[Start of Attachment]

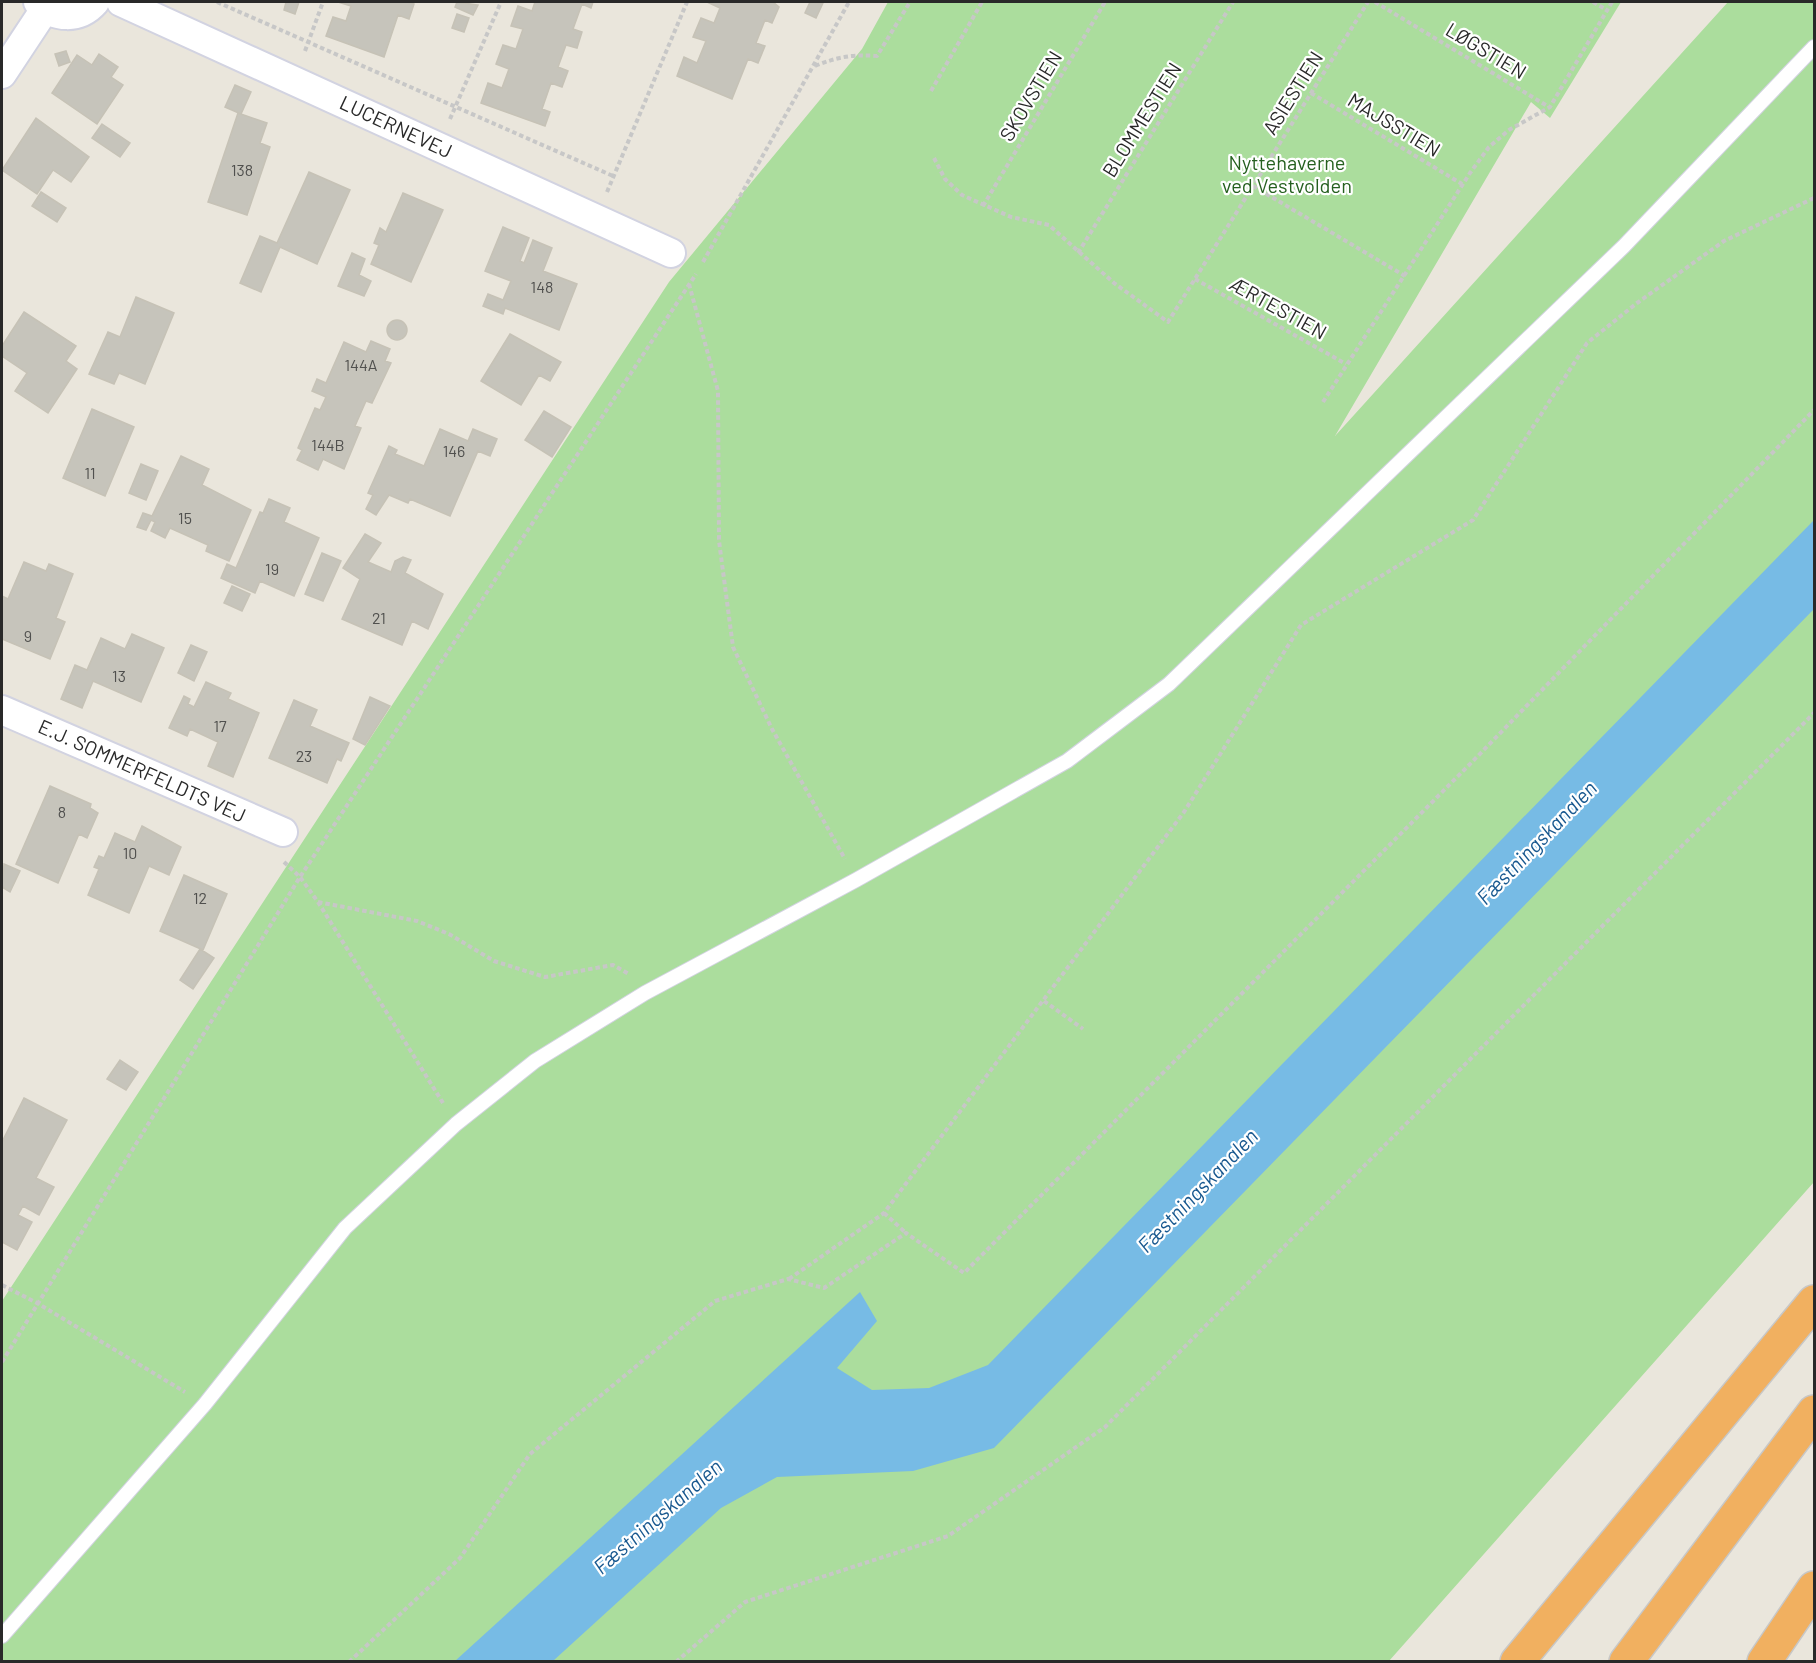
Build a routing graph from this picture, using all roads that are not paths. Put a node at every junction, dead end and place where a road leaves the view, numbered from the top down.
1 (95, 2) edge
2 (121, 2) edge
3 (41, 5) edge
4 (1815, 47) edge
5 (2, 74) edge
6 (671, 253) road end
7 (2, 710) edge
8 (283, 832) dead end
9 (1815, 1302) edge
10 (1815, 1413) edge
11 (1815, 1588) edge
12 (2, 1636) edge
13 (1517, 1662) edge
14 (1626, 1662) edge
15 (1764, 1662) edge

1 - 3 street
2 - 6 street, LUCERNEVEJ
3 - 5 street
4 - 12 lane
7 - 8 street, E.J. SOMMERFELDTS VEJ
9 - 13 highway
10 - 14 highway
11 - 15 highway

[End of Attachment]

- Task goal
Reproduce all of the entries exactly as they appear, though any picture they include must be omitted.

- Answer to this problem
Build a routing graph from this picture, using all roads that are not paths. Put a node at every junction, dead end and place where a road leaves the view, numbered from the top down.
1 (95, 2) edge
2 (121, 2) edge
3 (41, 5) edge
4 (1815, 47) edge
5 (2, 74) edge
6 (671, 253) road end
7 (2, 710) edge
8 (283, 832) dead end
9 (1815, 1302) edge
10 (1815, 1413) edge
11 (1815, 1588) edge
12 (2, 1636) edge
13 (1517, 1662) edge
14 (1626, 1662) edge
15 (1764, 1662) edge

1 - 3 street
2 - 6 street, LUCERNEVEJ
3 - 5 street
4 - 12 lane
7 - 8 street, E.J. SOMMERFELDTS VEJ
9 - 13 highway
10 - 14 highway
11 - 15 highway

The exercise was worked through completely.